▸ Exercise instructions
Each line in the data holding "what" should be listed.

┄┄┄┄┄┄┄┄┄┄

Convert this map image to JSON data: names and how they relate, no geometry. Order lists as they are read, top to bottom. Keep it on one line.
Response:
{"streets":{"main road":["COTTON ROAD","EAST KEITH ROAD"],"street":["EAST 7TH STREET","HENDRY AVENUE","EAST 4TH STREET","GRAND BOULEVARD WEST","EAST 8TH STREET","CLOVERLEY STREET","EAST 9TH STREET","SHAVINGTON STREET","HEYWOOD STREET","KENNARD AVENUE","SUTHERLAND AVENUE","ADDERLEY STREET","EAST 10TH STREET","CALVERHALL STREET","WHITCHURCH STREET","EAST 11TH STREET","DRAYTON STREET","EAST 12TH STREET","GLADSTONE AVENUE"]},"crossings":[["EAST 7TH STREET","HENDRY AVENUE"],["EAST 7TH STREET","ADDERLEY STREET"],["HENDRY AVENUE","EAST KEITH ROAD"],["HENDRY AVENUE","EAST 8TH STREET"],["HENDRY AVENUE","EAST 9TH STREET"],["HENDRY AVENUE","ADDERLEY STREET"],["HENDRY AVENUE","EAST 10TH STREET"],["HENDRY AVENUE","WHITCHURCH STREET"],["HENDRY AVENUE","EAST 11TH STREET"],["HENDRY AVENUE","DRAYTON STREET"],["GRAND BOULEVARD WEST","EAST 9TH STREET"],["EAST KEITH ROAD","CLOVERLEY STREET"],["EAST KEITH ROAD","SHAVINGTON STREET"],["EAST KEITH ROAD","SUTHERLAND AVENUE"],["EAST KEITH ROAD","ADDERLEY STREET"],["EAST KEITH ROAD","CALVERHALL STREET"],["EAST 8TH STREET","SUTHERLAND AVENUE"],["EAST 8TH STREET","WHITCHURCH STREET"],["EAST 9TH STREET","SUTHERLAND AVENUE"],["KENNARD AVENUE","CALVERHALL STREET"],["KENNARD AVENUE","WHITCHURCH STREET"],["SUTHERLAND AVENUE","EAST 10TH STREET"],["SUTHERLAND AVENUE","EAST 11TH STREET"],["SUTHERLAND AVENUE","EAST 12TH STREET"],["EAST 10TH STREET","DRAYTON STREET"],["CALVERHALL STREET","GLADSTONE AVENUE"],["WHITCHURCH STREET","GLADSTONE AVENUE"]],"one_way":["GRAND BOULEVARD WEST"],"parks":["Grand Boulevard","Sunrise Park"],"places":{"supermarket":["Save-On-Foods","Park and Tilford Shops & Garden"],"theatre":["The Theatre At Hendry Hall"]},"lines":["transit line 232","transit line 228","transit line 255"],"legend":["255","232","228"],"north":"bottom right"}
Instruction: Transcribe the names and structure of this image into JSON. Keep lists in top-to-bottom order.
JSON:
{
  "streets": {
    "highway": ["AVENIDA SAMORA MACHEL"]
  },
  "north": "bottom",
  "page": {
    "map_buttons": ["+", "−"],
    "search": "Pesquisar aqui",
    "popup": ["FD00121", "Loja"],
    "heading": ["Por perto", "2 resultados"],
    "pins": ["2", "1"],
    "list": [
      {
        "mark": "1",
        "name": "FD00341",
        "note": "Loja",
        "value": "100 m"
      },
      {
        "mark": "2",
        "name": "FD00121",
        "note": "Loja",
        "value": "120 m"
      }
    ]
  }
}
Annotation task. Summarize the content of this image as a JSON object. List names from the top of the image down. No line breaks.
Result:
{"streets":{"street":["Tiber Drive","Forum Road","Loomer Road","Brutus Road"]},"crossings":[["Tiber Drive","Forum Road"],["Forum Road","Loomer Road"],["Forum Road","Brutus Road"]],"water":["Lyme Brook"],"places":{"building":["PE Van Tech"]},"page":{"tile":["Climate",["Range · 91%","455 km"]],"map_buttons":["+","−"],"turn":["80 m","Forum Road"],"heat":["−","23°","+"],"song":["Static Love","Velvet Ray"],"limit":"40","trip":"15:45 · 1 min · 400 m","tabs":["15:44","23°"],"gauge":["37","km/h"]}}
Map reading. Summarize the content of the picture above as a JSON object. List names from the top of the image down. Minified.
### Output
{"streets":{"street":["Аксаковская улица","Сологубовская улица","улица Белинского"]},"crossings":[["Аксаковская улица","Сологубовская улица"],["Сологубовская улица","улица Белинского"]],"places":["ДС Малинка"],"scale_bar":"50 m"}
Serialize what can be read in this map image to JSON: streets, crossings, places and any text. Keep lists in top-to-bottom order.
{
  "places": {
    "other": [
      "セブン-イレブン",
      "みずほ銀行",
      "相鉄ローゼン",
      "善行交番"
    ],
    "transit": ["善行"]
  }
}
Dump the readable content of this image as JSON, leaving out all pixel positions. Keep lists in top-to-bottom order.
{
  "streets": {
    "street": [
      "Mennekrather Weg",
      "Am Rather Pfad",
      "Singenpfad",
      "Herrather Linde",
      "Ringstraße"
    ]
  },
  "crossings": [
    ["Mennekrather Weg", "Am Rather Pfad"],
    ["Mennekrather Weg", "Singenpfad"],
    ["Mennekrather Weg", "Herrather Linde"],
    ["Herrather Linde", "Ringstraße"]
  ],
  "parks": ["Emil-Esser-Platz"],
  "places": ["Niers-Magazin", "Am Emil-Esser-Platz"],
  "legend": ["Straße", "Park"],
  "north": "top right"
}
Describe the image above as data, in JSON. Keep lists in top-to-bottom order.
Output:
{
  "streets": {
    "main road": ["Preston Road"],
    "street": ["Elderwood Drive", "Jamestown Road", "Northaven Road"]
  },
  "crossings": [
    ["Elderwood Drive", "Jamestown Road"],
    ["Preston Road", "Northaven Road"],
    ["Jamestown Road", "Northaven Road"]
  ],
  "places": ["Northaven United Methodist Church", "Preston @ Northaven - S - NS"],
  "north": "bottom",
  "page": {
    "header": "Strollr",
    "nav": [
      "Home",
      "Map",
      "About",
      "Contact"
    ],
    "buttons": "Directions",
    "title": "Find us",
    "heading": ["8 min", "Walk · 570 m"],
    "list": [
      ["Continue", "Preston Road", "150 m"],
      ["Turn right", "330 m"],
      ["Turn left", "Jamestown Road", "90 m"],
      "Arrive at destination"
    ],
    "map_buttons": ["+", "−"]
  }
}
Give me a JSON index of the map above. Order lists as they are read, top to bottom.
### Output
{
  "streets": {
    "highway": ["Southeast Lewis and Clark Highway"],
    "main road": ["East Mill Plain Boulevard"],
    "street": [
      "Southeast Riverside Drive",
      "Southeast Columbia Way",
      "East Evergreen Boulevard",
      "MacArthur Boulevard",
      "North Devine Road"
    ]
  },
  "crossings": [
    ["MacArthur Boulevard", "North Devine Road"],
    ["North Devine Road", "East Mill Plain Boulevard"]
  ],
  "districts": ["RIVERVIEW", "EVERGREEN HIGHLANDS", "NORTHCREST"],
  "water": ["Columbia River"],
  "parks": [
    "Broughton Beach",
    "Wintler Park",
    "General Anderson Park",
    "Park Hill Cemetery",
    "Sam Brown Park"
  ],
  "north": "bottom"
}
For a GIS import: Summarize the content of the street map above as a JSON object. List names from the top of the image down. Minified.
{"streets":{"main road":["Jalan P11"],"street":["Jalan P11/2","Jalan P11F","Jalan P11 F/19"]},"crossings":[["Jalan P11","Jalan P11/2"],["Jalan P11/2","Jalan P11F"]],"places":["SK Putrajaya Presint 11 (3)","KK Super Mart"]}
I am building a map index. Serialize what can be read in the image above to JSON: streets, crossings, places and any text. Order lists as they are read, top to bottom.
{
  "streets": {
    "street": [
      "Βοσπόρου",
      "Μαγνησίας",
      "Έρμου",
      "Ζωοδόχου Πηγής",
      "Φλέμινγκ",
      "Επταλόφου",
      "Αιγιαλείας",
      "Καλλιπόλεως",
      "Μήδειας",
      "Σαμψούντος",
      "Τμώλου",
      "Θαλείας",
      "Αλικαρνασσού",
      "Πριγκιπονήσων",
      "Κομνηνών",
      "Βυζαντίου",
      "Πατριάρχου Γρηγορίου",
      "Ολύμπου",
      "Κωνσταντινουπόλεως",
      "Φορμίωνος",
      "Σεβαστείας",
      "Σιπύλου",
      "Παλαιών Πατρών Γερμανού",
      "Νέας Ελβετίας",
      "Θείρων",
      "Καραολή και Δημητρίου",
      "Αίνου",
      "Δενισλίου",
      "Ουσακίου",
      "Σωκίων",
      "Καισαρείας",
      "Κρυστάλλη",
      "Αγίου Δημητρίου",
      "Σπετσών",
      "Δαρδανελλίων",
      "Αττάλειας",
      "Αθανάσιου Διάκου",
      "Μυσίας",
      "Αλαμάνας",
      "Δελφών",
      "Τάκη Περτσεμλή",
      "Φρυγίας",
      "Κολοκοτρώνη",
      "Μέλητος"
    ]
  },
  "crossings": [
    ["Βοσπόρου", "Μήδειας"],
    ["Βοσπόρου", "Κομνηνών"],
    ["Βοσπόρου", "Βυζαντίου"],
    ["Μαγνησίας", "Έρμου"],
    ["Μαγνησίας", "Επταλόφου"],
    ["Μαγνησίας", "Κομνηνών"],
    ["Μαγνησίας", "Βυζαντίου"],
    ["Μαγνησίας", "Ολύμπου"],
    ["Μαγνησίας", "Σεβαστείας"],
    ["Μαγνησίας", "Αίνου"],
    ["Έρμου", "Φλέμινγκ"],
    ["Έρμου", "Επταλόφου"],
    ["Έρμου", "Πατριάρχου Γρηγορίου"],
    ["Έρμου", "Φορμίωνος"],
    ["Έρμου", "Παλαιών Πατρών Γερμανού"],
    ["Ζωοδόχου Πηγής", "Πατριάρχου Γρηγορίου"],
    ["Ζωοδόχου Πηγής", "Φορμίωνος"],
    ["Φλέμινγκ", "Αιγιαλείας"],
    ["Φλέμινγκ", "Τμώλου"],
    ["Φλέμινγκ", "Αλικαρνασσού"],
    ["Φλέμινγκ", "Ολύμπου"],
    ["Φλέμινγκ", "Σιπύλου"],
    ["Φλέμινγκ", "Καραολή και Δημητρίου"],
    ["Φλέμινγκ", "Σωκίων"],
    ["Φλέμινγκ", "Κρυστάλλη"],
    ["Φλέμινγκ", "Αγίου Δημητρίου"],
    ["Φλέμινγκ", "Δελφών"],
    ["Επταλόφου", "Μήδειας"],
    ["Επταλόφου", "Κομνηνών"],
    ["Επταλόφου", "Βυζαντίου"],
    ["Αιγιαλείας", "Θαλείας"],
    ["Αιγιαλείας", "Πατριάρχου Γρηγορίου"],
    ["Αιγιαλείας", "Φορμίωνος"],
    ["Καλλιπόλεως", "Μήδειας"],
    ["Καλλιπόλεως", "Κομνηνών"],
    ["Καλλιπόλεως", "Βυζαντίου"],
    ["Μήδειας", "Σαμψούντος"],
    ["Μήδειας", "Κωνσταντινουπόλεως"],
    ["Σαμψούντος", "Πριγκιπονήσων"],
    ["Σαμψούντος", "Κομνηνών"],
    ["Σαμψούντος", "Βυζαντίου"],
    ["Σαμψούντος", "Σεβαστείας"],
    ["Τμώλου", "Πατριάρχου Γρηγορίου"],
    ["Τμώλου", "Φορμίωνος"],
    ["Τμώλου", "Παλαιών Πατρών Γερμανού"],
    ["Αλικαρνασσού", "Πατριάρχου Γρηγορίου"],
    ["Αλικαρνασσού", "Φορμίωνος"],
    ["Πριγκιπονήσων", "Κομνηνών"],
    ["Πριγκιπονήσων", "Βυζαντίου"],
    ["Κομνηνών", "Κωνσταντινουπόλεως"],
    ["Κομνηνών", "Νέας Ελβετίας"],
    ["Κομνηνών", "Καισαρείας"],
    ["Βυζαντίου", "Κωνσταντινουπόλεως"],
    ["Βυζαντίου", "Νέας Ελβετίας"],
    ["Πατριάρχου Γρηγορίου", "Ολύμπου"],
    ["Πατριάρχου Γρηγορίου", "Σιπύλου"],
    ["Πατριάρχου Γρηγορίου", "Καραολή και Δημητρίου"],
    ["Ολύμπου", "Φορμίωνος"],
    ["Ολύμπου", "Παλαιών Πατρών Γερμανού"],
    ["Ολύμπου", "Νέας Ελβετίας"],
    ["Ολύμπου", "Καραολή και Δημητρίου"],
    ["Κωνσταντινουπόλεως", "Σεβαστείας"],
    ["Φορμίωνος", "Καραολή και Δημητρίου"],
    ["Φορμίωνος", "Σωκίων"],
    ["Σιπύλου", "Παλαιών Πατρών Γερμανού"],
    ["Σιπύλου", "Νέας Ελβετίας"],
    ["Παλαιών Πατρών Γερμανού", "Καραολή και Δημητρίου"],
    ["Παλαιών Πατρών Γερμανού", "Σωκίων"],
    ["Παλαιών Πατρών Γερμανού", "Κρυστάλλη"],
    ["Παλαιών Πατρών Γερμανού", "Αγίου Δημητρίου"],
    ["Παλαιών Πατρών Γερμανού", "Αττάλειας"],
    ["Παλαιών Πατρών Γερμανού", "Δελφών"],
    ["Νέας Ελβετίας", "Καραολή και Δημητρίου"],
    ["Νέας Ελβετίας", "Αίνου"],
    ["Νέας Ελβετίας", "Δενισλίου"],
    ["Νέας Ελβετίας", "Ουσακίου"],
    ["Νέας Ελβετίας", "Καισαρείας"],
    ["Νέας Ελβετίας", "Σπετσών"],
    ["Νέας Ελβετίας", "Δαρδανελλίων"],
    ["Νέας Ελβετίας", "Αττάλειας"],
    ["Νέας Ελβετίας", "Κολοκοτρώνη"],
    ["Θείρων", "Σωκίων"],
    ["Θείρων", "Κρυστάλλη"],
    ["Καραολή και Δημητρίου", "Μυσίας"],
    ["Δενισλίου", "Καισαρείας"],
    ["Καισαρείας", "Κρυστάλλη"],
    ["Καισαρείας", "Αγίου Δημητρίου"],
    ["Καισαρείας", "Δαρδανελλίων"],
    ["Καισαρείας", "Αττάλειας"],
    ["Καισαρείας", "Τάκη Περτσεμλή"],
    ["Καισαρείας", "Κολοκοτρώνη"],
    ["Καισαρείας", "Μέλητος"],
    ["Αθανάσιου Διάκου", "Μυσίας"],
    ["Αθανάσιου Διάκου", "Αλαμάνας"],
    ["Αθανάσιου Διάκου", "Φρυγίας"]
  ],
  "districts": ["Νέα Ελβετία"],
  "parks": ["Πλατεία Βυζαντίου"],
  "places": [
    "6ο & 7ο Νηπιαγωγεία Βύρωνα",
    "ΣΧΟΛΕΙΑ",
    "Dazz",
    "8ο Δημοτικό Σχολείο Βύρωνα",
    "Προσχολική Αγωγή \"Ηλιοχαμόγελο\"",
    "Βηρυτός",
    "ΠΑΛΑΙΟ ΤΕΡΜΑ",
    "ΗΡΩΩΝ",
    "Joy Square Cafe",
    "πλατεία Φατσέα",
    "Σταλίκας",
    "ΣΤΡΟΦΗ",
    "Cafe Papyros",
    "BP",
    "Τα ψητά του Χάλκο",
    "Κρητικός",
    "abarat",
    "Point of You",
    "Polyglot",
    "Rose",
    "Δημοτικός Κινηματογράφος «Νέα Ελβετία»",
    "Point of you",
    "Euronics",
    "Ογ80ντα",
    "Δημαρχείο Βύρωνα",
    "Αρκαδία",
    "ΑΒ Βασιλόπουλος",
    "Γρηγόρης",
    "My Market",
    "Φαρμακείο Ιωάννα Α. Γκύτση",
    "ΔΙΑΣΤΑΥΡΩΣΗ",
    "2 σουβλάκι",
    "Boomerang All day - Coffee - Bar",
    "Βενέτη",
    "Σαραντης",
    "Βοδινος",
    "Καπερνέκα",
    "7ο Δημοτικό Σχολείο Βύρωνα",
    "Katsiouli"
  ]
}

┄┄┄┄┄┄┄┄┄┄

▸ Result of the exercise
Serialize what can be read in this map image to JSON: streets, crossings, places and any text. Keep lists in top-to-bottom order.
I am building a map index. Serialize what can be read in the image above to JSON: streets, crossings, places and any text. Order lists as they are read, top to bottom.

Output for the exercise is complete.